Assignment :: In the data below, find every line with the string "load" and pull it out.

[Items from a data source]
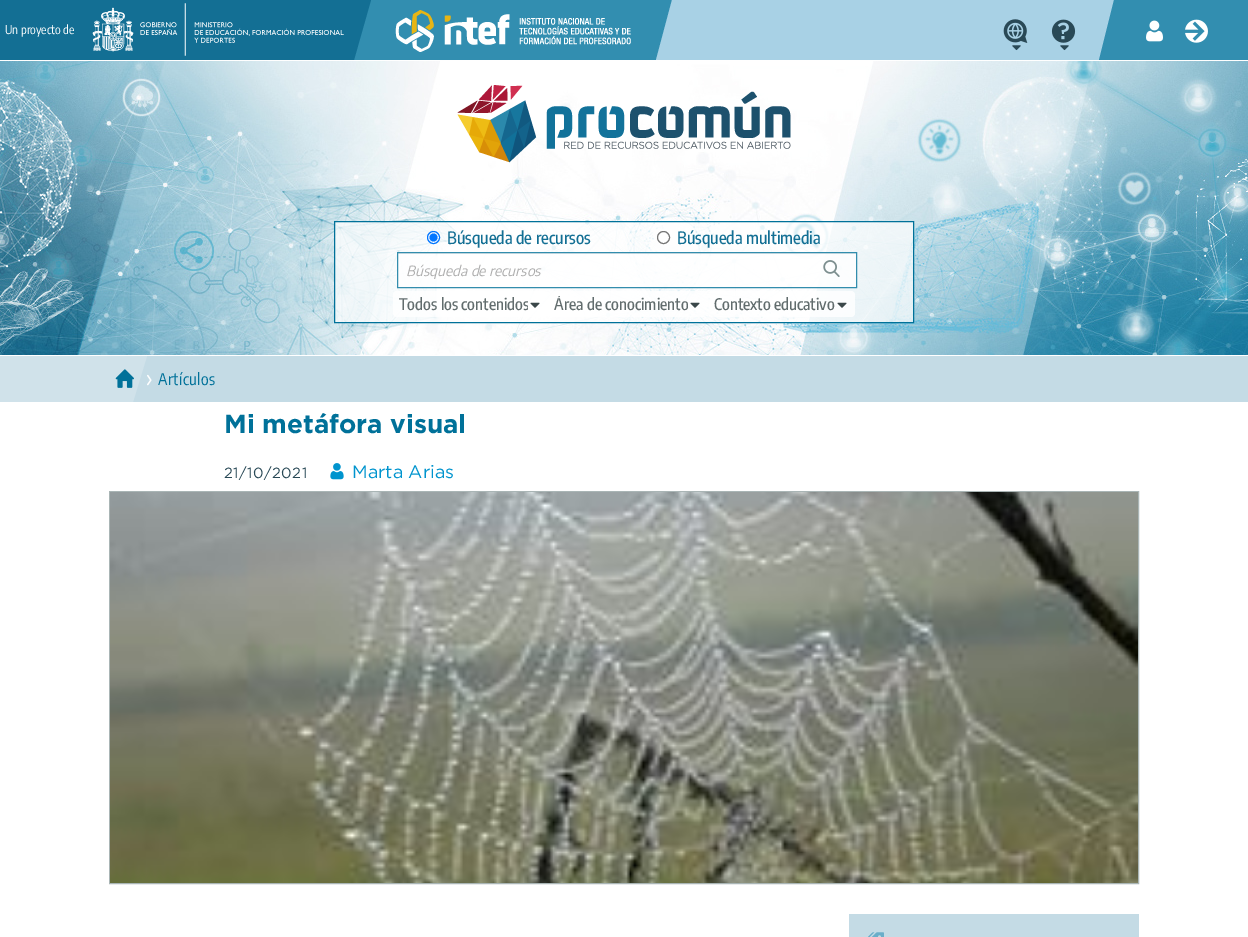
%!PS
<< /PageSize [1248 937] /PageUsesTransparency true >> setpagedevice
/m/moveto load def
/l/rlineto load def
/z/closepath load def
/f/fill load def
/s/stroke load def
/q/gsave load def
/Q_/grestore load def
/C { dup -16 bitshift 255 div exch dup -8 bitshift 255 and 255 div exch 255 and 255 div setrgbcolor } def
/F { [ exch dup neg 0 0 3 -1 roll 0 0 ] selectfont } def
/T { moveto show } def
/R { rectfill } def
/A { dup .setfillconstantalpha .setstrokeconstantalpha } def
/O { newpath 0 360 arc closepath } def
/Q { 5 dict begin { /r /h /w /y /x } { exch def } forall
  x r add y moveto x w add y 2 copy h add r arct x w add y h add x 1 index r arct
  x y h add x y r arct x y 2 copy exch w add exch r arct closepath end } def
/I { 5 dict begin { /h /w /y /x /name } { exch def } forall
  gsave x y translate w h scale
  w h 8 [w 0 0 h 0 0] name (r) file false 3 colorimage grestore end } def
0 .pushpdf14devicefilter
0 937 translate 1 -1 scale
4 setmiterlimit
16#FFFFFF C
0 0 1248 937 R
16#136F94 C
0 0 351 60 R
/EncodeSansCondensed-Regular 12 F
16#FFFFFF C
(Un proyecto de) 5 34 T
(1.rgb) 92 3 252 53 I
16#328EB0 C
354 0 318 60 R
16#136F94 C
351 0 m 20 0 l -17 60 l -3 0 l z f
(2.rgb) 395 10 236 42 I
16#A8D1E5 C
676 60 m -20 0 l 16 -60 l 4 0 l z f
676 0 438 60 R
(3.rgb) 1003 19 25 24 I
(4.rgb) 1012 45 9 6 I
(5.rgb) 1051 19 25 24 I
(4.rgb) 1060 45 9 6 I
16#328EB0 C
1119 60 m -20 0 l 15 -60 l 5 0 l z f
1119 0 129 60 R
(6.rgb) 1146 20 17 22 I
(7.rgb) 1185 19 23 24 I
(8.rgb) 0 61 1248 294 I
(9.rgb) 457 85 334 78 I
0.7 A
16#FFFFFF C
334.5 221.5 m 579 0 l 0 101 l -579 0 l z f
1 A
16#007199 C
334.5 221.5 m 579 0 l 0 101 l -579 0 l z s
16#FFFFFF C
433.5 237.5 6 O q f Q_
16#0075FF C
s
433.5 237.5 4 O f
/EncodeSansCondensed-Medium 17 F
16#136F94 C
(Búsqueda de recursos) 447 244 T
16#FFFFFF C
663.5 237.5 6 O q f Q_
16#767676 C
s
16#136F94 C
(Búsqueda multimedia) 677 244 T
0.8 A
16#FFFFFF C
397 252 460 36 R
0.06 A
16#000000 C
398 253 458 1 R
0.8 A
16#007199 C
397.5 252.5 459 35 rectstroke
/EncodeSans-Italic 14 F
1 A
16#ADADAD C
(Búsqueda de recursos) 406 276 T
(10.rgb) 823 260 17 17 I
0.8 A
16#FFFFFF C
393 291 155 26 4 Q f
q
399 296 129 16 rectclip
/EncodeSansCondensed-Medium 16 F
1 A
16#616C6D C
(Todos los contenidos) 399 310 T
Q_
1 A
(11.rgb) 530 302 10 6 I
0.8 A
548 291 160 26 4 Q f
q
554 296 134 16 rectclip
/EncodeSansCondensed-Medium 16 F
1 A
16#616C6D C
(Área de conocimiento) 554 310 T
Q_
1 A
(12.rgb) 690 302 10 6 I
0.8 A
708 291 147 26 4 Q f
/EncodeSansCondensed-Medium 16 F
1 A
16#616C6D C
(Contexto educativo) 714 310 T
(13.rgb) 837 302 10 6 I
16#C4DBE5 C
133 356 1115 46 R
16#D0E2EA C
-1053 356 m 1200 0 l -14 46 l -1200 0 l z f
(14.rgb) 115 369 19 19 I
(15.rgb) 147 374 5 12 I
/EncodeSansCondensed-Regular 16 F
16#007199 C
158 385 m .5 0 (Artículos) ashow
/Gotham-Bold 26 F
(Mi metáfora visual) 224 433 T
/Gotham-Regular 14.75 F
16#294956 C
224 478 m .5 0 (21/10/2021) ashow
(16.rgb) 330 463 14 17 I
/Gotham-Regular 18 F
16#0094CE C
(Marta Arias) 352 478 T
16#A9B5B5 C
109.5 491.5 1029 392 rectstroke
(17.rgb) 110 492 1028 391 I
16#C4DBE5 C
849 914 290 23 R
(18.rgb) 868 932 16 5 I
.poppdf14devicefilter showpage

Result of this task ::
/m/moveto load def
/l/rlineto load def
/z/closepath load def
/f/fill load def
/s/stroke load def
/q/gsave load def
/Q_/grestore load def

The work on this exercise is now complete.